**WHAT YOU ARE ASKED TO DO**. The records below are to be retyped in full, without any alteration.

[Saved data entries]
_____
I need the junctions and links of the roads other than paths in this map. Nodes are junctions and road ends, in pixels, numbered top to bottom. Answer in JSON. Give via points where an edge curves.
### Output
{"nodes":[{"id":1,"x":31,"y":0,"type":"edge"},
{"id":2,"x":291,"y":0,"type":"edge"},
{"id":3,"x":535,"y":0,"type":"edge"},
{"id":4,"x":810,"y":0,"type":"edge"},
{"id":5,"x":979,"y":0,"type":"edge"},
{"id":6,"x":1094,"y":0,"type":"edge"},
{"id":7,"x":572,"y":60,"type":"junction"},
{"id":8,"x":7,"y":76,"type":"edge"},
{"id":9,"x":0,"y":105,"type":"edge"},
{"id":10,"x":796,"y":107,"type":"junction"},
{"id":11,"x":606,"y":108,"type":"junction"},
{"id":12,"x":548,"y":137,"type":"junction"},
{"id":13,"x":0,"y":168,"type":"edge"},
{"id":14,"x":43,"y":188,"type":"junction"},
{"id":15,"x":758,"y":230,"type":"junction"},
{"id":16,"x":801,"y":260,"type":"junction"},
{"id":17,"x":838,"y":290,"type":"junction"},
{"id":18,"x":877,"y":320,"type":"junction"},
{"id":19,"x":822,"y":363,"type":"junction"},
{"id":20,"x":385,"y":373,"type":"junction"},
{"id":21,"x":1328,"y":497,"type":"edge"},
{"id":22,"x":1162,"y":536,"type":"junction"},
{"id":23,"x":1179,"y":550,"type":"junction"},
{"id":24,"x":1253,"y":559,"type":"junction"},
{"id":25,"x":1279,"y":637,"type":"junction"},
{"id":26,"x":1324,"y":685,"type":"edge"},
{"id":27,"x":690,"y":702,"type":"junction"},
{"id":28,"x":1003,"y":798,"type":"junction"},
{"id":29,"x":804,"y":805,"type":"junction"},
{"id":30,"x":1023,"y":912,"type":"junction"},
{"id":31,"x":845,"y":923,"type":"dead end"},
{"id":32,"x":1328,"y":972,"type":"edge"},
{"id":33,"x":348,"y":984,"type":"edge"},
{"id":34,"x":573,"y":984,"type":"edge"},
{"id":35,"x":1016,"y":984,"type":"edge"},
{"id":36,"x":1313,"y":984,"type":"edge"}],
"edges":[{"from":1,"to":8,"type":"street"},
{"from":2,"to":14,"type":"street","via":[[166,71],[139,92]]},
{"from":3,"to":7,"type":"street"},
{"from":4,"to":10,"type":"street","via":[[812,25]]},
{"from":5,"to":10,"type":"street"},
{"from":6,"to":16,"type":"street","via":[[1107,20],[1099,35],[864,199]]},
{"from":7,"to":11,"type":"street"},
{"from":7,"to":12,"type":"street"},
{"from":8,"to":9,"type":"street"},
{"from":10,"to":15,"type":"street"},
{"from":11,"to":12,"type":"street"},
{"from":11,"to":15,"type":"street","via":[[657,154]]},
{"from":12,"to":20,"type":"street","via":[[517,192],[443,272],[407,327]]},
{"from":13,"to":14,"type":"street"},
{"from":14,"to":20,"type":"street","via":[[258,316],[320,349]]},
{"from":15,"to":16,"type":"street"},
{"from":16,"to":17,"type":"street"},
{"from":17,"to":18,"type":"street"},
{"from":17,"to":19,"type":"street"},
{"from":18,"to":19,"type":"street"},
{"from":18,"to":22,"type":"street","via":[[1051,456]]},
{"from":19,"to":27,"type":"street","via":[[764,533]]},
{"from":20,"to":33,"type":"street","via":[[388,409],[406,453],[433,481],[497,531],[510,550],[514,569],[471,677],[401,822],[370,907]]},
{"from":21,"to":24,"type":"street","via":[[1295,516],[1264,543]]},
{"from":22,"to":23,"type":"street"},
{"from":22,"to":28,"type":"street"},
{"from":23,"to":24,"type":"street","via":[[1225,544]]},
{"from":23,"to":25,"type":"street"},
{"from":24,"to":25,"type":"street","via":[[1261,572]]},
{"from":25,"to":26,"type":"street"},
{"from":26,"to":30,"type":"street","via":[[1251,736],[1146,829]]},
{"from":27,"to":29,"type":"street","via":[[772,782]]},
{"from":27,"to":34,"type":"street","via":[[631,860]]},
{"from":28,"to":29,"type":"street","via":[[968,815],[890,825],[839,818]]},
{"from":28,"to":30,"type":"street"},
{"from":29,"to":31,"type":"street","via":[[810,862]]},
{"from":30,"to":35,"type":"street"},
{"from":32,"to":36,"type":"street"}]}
_____
**EXPECTED ANSWER**.
I need the junctions and links of the roads other than paths in this map. Nodes are junctions and road ends, in pixels, numbered top to bottom. Answer in JSON. Give via points where an edge curves.
### Output
{"nodes":[{"id":1,"x":31,"y":0,"type":"edge"},
{"id":2,"x":291,"y":0,"type":"edge"},
{"id":3,"x":535,"y":0,"type":"edge"},
{"id":4,"x":810,"y":0,"type":"edge"},
{"id":5,"x":979,"y":0,"type":"edge"},
{"id":6,"x":1094,"y":0,"type":"edge"},
{"id":7,"x":572,"y":60,"type":"junction"},
{"id":8,"x":7,"y":76,"type":"edge"},
{"id":9,"x":0,"y":105,"type":"edge"},
{"id":10,"x":796,"y":107,"type":"junction"},
{"id":11,"x":606,"y":108,"type":"junction"},
{"id":12,"x":548,"y":137,"type":"junction"},
{"id":13,"x":0,"y":168,"type":"edge"},
{"id":14,"x":43,"y":188,"type":"junction"},
{"id":15,"x":758,"y":230,"type":"junction"},
{"id":16,"x":801,"y":260,"type":"junction"},
{"id":17,"x":838,"y":290,"type":"junction"},
{"id":18,"x":877,"y":320,"type":"junction"},
{"id":19,"x":822,"y":363,"type":"junction"},
{"id":20,"x":385,"y":373,"type":"junction"},
{"id":21,"x":1328,"y":497,"type":"edge"},
{"id":22,"x":1162,"y":536,"type":"junction"},
{"id":23,"x":1179,"y":550,"type":"junction"},
{"id":24,"x":1253,"y":559,"type":"junction"},
{"id":25,"x":1279,"y":637,"type":"junction"},
{"id":26,"x":1324,"y":685,"type":"edge"},
{"id":27,"x":690,"y":702,"type":"junction"},
{"id":28,"x":1003,"y":798,"type":"junction"},
{"id":29,"x":804,"y":805,"type":"junction"},
{"id":30,"x":1023,"y":912,"type":"junction"},
{"id":31,"x":845,"y":923,"type":"dead end"},
{"id":32,"x":1328,"y":972,"type":"edge"},
{"id":33,"x":348,"y":984,"type":"edge"},
{"id":34,"x":573,"y":984,"type":"edge"},
{"id":35,"x":1016,"y":984,"type":"edge"},
{"id":36,"x":1313,"y":984,"type":"edge"}],
"edges":[{"from":1,"to":8,"type":"street"},
{"from":2,"to":14,"type":"street","via":[[166,71],[139,92]]},
{"from":3,"to":7,"type":"street"},
{"from":4,"to":10,"type":"street","via":[[812,25]]},
{"from":5,"to":10,"type":"street"},
{"from":6,"to":16,"type":"street","via":[[1107,20],[1099,35],[864,199]]},
{"from":7,"to":11,"type":"street"},
{"from":7,"to":12,"type":"street"},
{"from":8,"to":9,"type":"street"},
{"from":10,"to":15,"type":"street"},
{"from":11,"to":12,"type":"street"},
{"from":11,"to":15,"type":"street","via":[[657,154]]},
{"from":12,"to":20,"type":"street","via":[[517,192],[443,272],[407,327]]},
{"from":13,"to":14,"type":"street"},
{"from":14,"to":20,"type":"street","via":[[258,316],[320,349]]},
{"from":15,"to":16,"type":"street"},
{"from":16,"to":17,"type":"street"},
{"from":17,"to":18,"type":"street"},
{"from":17,"to":19,"type":"street"},
{"from":18,"to":19,"type":"street"},
{"from":18,"to":22,"type":"street","via":[[1051,456]]},
{"from":19,"to":27,"type":"street","via":[[764,533]]},
{"from":20,"to":33,"type":"street","via":[[388,409],[406,453],[433,481],[497,531],[510,550],[514,569],[471,677],[401,822],[370,907]]},
{"from":21,"to":24,"type":"street","via":[[1295,516],[1264,543]]},
{"from":22,"to":23,"type":"street"},
{"from":22,"to":28,"type":"street"},
{"from":23,"to":24,"type":"street","via":[[1225,544]]},
{"from":23,"to":25,"type":"street"},
{"from":24,"to":25,"type":"street","via":[[1261,572]]},
{"from":25,"to":26,"type":"street"},
{"from":26,"to":30,"type":"street","via":[[1251,736],[1146,829]]},
{"from":27,"to":29,"type":"street","via":[[772,782]]},
{"from":27,"to":34,"type":"street","via":[[631,860]]},
{"from":28,"to":29,"type":"street","via":[[968,815],[890,825],[839,818]]},
{"from":28,"to":30,"type":"street"},
{"from":29,"to":31,"type":"street","via":[[810,862]]},
{"from":30,"to":35,"type":"street"},
{"from":32,"to":36,"type":"street"}]}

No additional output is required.